Tuesday, June 4, 2013

Why Unit Testing Constructors and Properties is Necessary

I have come across developers in the past that see little value in Unit Testing things like Constructors and Property getters/setters. Some devs see these as fruitless exercises just to bump code coverage numbers. The point of some is that setters/getters don’t really do anything and that complex code does not belong in constructors. I agree, this should be the case but not always true. I frequently run across abuse on constructors and properties. We also can not guarantee that ongoing maintenance from new developers or other teams (in big software houses) will follow best practices. Of course the same argument can be said about maintaining Unit Tests, but if you have made it this far I am assuming we are an advocates of TDD and do not need to defend it.

So, I offer a couple of examples of why Unit Testing properties and constructors is necessary. These come from real-world scenarios and clients but have been renamed to protect the innocent. Both examples come from production code which is serving up millions of hits a day.

Unit Testing Constructors

public void MyObject(string property1) :
   this(property1, null){}

public void MyObject(string property1,
   SomeCustomObject property2)
{
   if(object.ReferenceEquals(null, property1))
      throw new ArgumentNullException(“property1”);

   if(object.ReferenceEquals(null, property2))
      throw new ArgumentNullException(“property2”);

   this.property1 = property1;
   this.property2 = property2;
}

Take a close look at the error handling in MyObject(string, string) and the values MyObject(string) passes into it. MyObject(string) will always throw an exception. I’ve seen this in production code in a public library. If the original dev would have unit tested the constructors this issue would have been caught before it was published. As it is now, consumers of a public API can unknowing use a constructor that will always fail.

Unit Testing Properties

public bool MyProperty
{
   get { return myProperty; }
   set
   {
      this.myProperty = value;

      if(myProperty)
         this.myOtherProperty = “Some Value”;
      else
         this.myOtherProperty = “Some Other Value”;
      }
   }
}

First of all, the code around myOther property should not be here. It violates the Single Responsibility Rule for good object oriented programing and should not pass a code review. But here it is, and this kind of thing happens often. Unit Testing this won't throw up a failed test or show some flaw in logic. However, Unit Testing this should throw some red flags - needing to validate another value when testing a Setter or Getter should be a Code Smell.

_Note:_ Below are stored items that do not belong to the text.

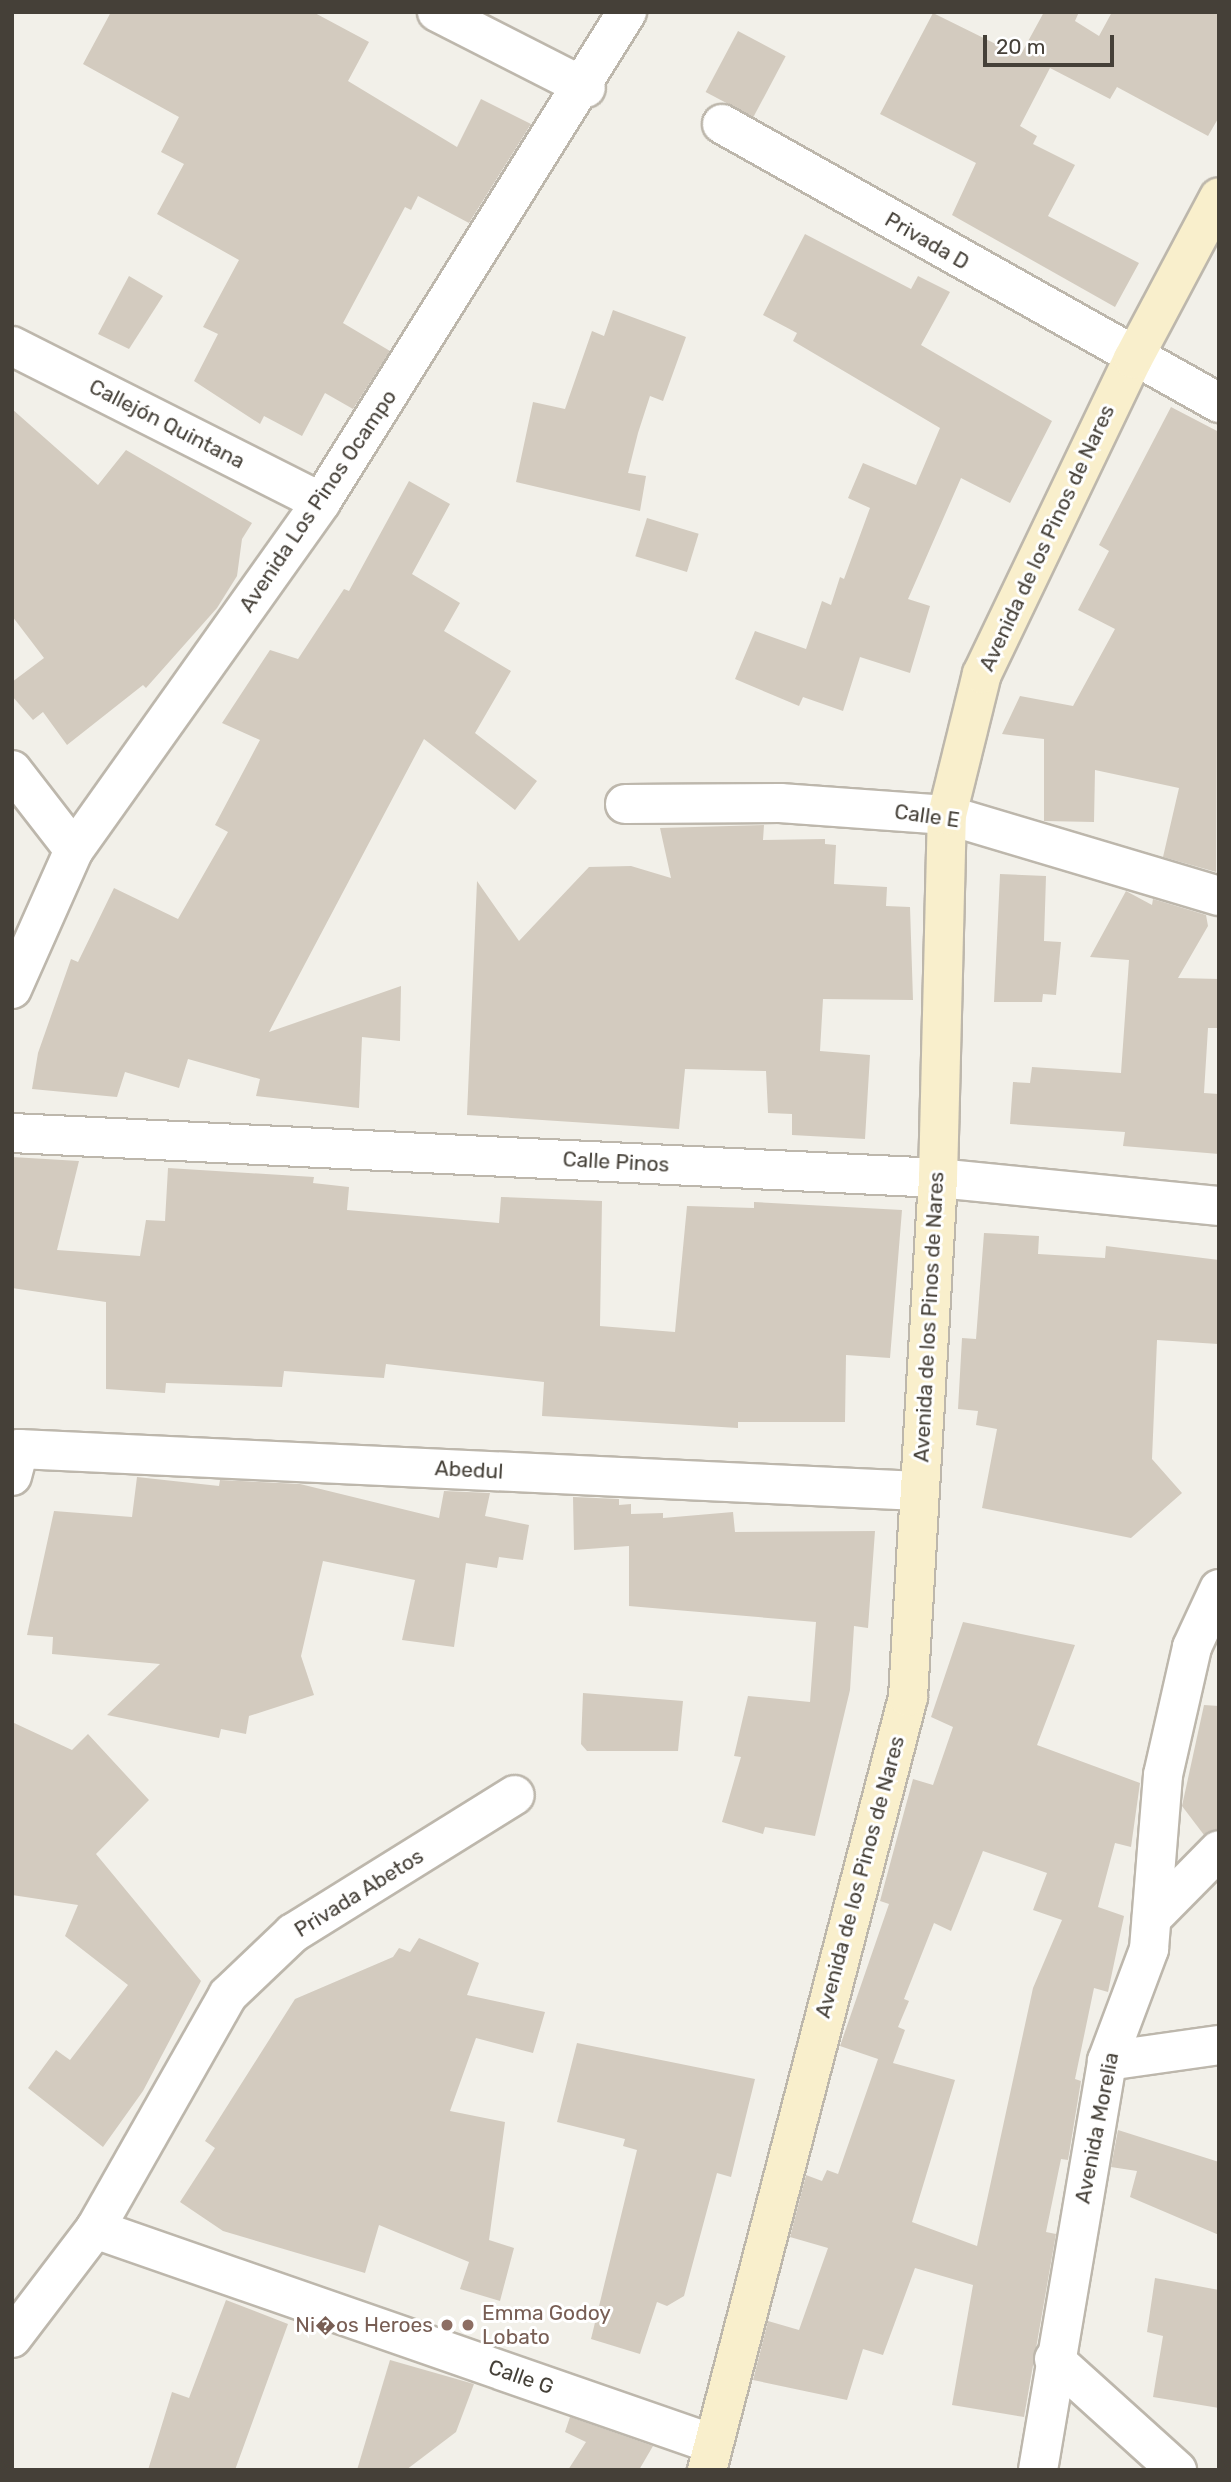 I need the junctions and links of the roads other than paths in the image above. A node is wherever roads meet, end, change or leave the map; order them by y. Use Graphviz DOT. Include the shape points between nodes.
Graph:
graph roads {
  1 [pos="437,12"];
  2 [pos="627,12"];
  3 [pos="586,88"];
  4 [pos="722,124"];
  5 [pos="1219,197"];
  6 [pos="12,346"];
  7 [pos="1133,359"];
  8 [pos="1219,403"];
  9 [pos="321,502"];
  10 [pos="12,770"];
  11 [pos="625,804"];
  12 [pos="947,815"];
  13 [pos="74,850"];
  14 [pos="1219,896"];
  15 [pos="12,989"];
  16 [pos="12,1133"];
  17 [pos="938,1178"];
  18 [pos="1219,1206"];
  19 [pos="16,1463"];
  20 [pos="919,1491"];
  21 [pos="1219,1588"];
  22 [pos="515,1795"];
  23 [pos="1219,1850"];
  24 [pos="1152,1918"];
  25 [pos="1219,2045"];
  26 [pos="1107,2061"];
  27 [pos="95,2229"];
  28 [pos="12,2338"];
  29 [pos="1054,2360"];
  30 [pos="708,2456"];
  31 [pos="1038,2470"];
  32 [pos="1177,2470"];
  1 -- 3 [label="street"];
  2 -- 3 [label="street, Avenida Los Pinos Ocampo"];
  3 -- 9 [label="street, Avenida Los Pinos Ocampo"];
  4 -- 7 [label="street, Privada D"];
  5 -- 7 [label="street, Avenida de los Pinos de Nares"];
  6 -- 9 [label="street, Callejón Quintana"];
  7 -- 8 [label="street, Privada D"];
  7 -- 12 [label="street, Avenida de los Pinos de Nares" via="982,674"];
  9 -- 13 [label="street, Avenida Los Pinos Ocampo"];
  10 -- 13 [label="street"];
  11 -- 12 [label="street, Calle E" via="780,803"];
  12 -- 14 [label="street, Calle E"];
  12 -- 17 [label="street, Avenida de los Pinos de Nares"];
  13 -- 15 [label="street, Avenida Los Pinos Ocampo"];
  16 -- 17 [label="street, Calle Pinos"];
  17 -- 18 [label="street, Calle Pinos"];
  17 -- 20 [label="street, Avenida de los Pinos de Nares"];
  19 -- 20 [label="street, Abedul"];
  20 -- 30 [label="street, Avenida de los Pinos de Nares" via="908,1697"];
  21 -- 24 [label="street, Avenida Morelia" via="1192,1647 1163,1775"];
  22 -- 27 [label="street, Privada Abetos" via="293,1933 228,1994"];
  23 -- 24 [label="street"];
  24 -- 26 [label="street, Avenida Morelia" via="1149,1949"];
  25 -- 26 [label="street"];
  26 -- 29 [label="street, Avenida Morelia"];
  27 -- 28 [label="street, Privada Abetos"];
  27 -- 30 [label="street, Calle G"];
  29 -- 31 [label="street, Avenida Morelia"];
  29 -- 32 [label="street"];
} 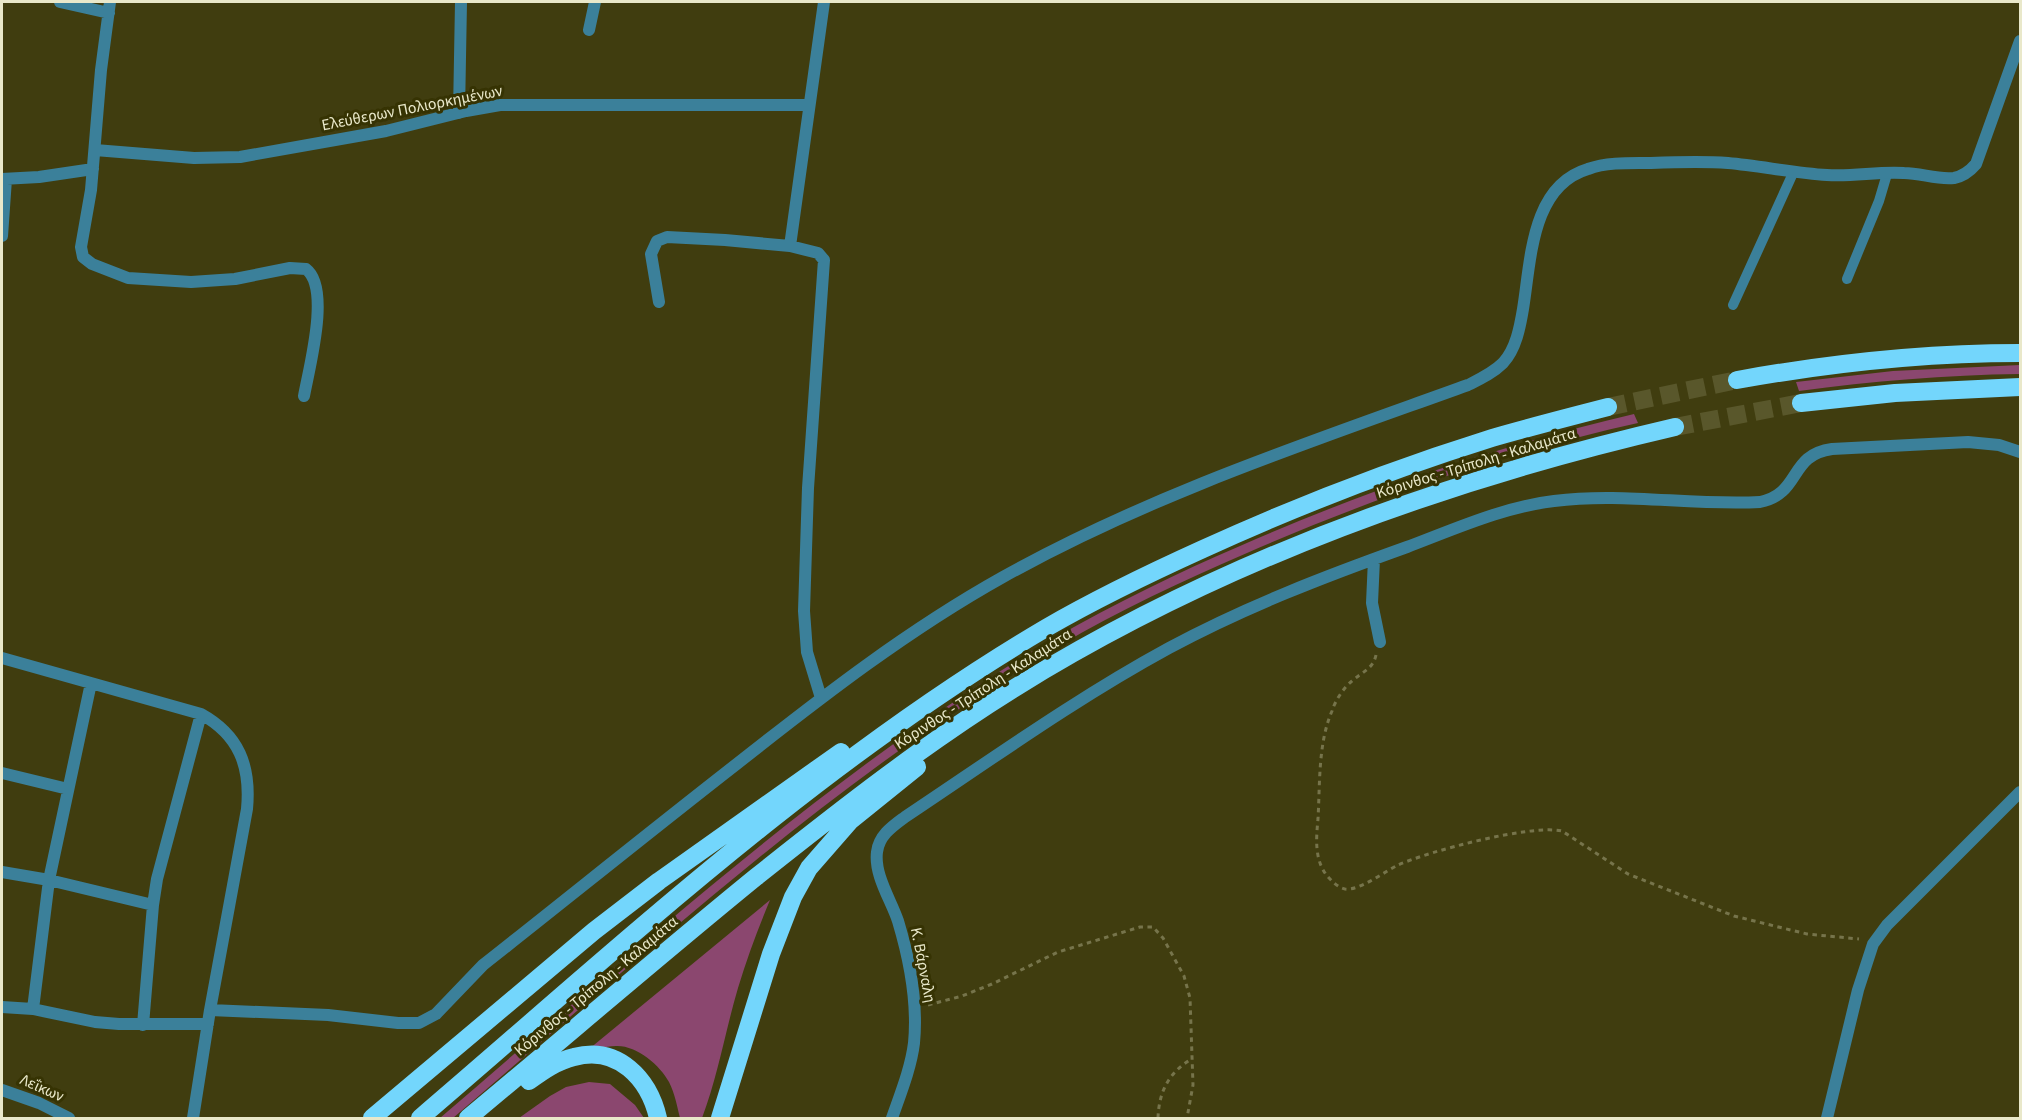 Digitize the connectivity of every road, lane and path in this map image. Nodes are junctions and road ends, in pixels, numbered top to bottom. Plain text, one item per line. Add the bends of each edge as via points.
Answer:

Now the argument for both examples are that they are examples of bad code - not bad Unit Testing. Agreed, they are examples of bad code. However, TDD will call these issues out before they are checked in.

These are pretty trivial examples and much more horrible examples do exist. Unit Testing helps us identified flawed logic and violations such as the Single Responsibility Rule which is commonly violated in my clients' code bases.  Unit Testing is not reserved only for complex methods but should be used for the mundane as well.

Best rule of thumb for Unit Testing I learned from a mentor:  If it can be Unit Tested - Unit Test it.